# ACTIVITY:
Filter the listing below for "highway" and report every line that has it.

START RECORDS SHOWN

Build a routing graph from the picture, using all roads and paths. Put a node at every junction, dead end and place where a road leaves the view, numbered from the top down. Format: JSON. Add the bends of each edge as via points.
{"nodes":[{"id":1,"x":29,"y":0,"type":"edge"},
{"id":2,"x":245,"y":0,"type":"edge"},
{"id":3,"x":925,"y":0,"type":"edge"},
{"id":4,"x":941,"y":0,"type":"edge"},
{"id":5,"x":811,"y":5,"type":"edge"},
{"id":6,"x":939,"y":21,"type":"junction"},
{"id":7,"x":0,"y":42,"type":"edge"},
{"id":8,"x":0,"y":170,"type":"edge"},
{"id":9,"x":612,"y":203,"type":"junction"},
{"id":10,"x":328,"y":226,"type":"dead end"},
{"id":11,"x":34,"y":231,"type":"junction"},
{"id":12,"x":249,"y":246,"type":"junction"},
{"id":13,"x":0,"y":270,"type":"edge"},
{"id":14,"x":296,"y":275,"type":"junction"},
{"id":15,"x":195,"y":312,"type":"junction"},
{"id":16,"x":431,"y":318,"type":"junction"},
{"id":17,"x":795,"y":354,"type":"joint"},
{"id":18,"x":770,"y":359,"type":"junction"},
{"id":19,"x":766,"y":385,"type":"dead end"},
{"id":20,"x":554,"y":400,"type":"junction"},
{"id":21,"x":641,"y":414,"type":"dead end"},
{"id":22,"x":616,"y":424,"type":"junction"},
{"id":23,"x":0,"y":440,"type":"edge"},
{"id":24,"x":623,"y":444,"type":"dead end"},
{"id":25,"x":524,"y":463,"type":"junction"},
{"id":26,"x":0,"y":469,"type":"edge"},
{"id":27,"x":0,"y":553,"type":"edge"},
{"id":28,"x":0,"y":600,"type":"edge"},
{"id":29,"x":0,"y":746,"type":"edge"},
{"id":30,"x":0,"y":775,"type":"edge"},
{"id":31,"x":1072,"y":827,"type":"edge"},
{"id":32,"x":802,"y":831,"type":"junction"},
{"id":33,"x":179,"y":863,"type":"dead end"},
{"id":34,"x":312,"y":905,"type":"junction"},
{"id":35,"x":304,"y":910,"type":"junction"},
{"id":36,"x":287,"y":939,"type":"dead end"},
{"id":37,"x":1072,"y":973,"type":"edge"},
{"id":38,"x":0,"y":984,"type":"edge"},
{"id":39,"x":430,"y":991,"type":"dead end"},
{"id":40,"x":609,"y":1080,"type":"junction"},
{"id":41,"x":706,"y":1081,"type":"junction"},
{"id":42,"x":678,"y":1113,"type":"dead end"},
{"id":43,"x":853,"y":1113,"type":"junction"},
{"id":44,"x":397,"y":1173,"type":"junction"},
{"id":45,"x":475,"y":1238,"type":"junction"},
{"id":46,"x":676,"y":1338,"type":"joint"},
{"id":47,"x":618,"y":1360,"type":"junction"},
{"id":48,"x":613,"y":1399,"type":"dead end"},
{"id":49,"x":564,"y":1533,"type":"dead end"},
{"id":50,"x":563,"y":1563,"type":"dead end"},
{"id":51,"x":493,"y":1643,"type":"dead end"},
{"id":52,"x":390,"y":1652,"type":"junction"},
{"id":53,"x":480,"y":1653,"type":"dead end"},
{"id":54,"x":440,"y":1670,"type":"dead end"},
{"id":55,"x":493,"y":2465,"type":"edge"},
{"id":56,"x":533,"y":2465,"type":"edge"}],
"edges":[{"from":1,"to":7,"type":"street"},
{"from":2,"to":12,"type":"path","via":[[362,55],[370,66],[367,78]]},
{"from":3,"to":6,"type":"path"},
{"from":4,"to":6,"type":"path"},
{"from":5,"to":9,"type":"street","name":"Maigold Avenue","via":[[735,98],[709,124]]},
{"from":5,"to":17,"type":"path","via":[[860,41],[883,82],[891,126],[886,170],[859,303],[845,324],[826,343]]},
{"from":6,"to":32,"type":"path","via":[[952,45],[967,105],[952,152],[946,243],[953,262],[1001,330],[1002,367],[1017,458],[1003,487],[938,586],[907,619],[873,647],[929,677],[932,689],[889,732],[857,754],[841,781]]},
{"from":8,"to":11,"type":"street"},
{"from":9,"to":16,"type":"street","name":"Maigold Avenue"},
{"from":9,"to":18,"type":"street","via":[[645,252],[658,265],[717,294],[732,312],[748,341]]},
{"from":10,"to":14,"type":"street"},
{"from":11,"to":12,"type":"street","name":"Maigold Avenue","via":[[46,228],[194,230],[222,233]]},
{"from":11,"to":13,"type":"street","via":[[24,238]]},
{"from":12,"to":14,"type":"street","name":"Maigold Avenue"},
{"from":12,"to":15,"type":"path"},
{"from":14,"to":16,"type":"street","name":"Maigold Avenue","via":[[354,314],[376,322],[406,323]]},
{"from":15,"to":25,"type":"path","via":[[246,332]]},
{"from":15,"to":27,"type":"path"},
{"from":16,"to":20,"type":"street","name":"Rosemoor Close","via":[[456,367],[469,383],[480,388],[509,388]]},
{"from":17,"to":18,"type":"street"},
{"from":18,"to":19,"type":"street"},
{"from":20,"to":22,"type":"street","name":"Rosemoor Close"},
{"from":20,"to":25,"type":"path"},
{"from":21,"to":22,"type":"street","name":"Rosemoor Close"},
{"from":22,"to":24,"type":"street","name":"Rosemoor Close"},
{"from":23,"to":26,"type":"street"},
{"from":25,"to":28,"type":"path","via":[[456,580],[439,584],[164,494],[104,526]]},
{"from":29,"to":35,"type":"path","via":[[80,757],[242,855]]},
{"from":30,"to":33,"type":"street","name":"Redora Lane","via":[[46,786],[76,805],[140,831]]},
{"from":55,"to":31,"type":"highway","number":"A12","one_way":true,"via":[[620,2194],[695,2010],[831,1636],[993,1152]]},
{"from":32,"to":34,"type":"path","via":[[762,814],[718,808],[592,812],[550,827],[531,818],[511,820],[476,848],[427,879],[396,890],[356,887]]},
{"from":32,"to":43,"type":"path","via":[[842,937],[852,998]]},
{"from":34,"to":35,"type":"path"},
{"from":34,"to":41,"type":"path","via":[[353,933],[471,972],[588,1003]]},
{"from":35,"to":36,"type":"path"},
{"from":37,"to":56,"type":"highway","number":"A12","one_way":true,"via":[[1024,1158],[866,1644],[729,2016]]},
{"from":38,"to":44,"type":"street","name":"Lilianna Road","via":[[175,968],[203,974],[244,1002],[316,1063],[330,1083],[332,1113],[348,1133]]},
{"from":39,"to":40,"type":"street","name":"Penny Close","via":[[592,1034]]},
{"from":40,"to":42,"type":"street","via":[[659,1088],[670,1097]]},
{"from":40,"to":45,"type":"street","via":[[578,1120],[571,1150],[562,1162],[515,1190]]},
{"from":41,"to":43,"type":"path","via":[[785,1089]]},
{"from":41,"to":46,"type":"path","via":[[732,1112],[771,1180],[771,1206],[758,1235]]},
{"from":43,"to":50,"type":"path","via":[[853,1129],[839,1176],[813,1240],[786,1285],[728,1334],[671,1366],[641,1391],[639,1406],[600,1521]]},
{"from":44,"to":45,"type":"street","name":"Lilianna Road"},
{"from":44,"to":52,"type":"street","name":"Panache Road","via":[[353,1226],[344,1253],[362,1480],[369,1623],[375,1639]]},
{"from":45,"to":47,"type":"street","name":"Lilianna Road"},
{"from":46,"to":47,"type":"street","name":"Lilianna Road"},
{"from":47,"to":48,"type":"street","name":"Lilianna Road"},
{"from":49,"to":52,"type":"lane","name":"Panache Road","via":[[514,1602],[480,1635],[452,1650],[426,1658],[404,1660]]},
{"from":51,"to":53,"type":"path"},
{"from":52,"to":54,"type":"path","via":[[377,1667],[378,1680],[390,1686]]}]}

END RECORDS SHOWN

# WRITTEN SOLUTION:
{"from":55,"to":31,"type":"highway","number":"A12","one_way":true,"via":[[620,2194],[695,2010],[831,1636],[993,1152]]},
{"from":37,"to":56,"type":"highway","number":"A12","one_way":true,"via":[[1024,1158],[866,1644],[729,2016]]},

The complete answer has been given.